Instant Expert: Secrets & Features of iTunes 12.7

Interesting. Thanks for pointing that out. I still have two first-generation Apple TVs sitting on the shelf here, but there’s only so far back we can justify going for testing purposes :)
To be fair, Apple dropped the first-generation Apple TV to “obsolete” status two years ago, but it’s still unfortunate that iTunes has suddenly removed support for it.

Posted by Jesse Hollington on September 19, 2017 at 3:46 PM (CDT)
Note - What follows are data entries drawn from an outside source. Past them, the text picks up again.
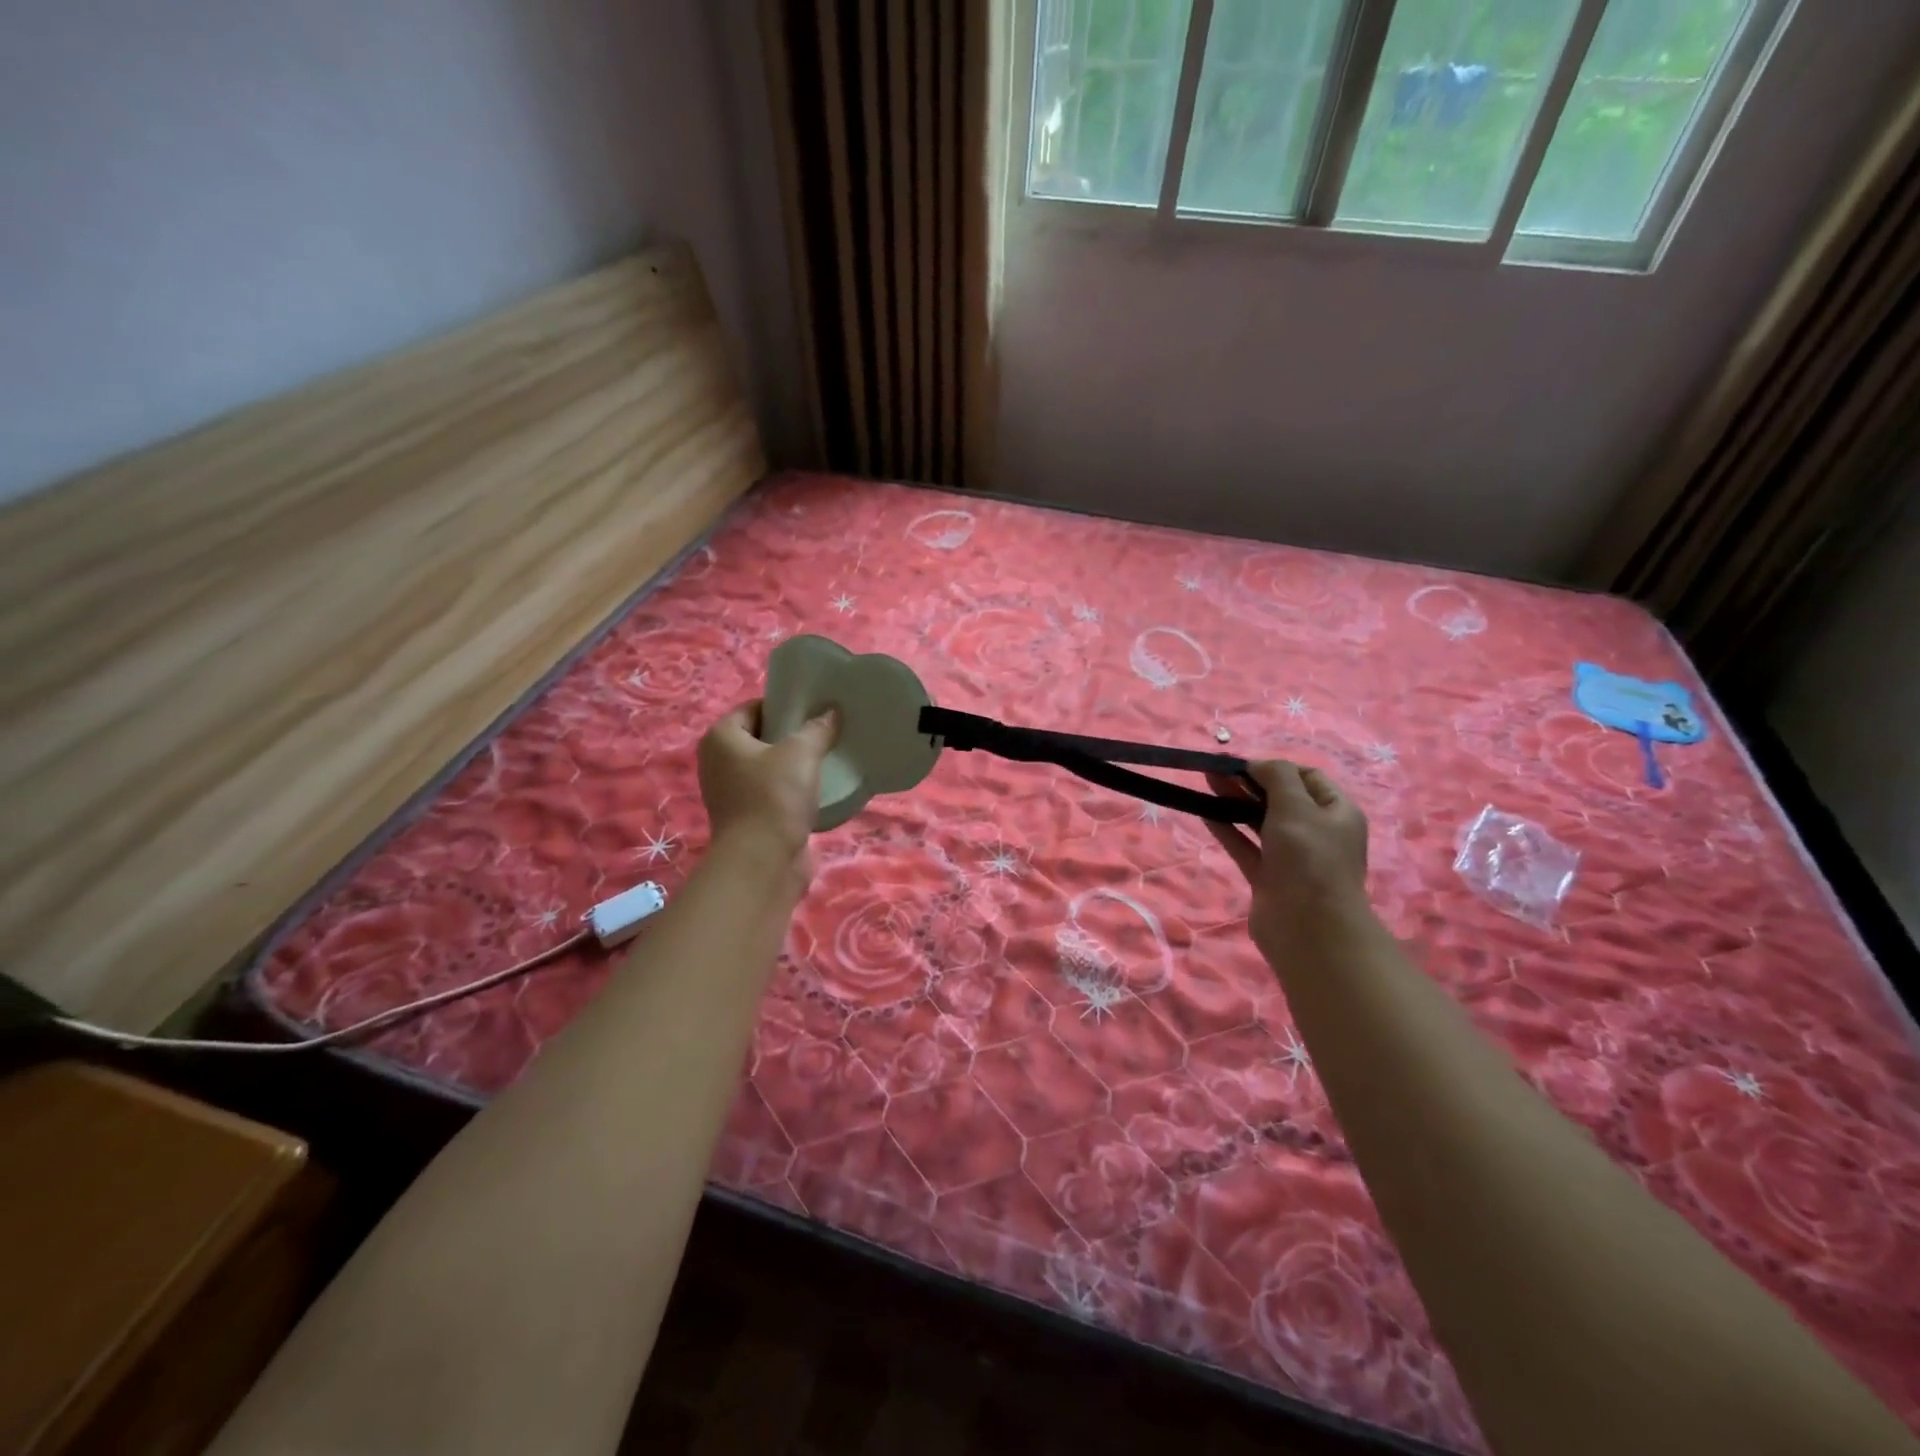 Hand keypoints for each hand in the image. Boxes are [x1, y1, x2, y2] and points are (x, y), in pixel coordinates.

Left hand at [697, 701, 838, 874]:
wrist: (763, 862)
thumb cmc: (774, 796)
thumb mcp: (801, 753)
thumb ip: (818, 728)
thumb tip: (831, 711)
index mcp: (721, 738)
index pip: (754, 707)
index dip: (784, 705)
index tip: (816, 709)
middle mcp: (719, 762)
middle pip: (762, 737)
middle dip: (792, 735)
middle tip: (826, 730)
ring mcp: (731, 792)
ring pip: (769, 767)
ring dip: (794, 765)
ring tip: (827, 757)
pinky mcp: (748, 817)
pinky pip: (774, 793)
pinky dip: (793, 790)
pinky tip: (819, 788)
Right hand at [1206, 761, 1371, 954]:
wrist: (1308, 928)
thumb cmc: (1309, 859)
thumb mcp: (1297, 807)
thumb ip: (1277, 777)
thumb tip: (1257, 764)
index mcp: (1337, 812)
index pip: (1307, 777)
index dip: (1276, 767)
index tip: (1243, 764)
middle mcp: (1317, 832)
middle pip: (1281, 798)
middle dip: (1250, 782)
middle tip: (1216, 770)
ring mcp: (1292, 857)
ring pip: (1260, 821)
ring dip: (1236, 801)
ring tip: (1206, 783)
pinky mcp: (1269, 877)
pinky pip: (1246, 846)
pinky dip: (1228, 829)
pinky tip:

Instant Expert: Secrets & Features of iTunes 12.7

Nope. Sadly that functionality goes away with all of the app management features — in short, there’s no longer any sign of an “Apps” tab when viewing your iOS device settings in iTunes.
Going forward, I think Apple’s expectation is that people should just use the cloud, however I expect third-party tools to step up and fill the gap for those who still want to transfer data via a wired connection.

Posted by Jesse Hollington on September 19, 2017 at 3:43 PM (CDT)

Instant Expert: Secrets & Features of iTunes 12.7

iTunes 12.7 has broken the 1st gen Apple TV. iTunes can still airplay audio to it but impossible to sync. Apple TV cannot be upgraded (receiver needs optical audio).

Posted by GeneMaster on September 19, 2017 at 2:34 PM (CDT)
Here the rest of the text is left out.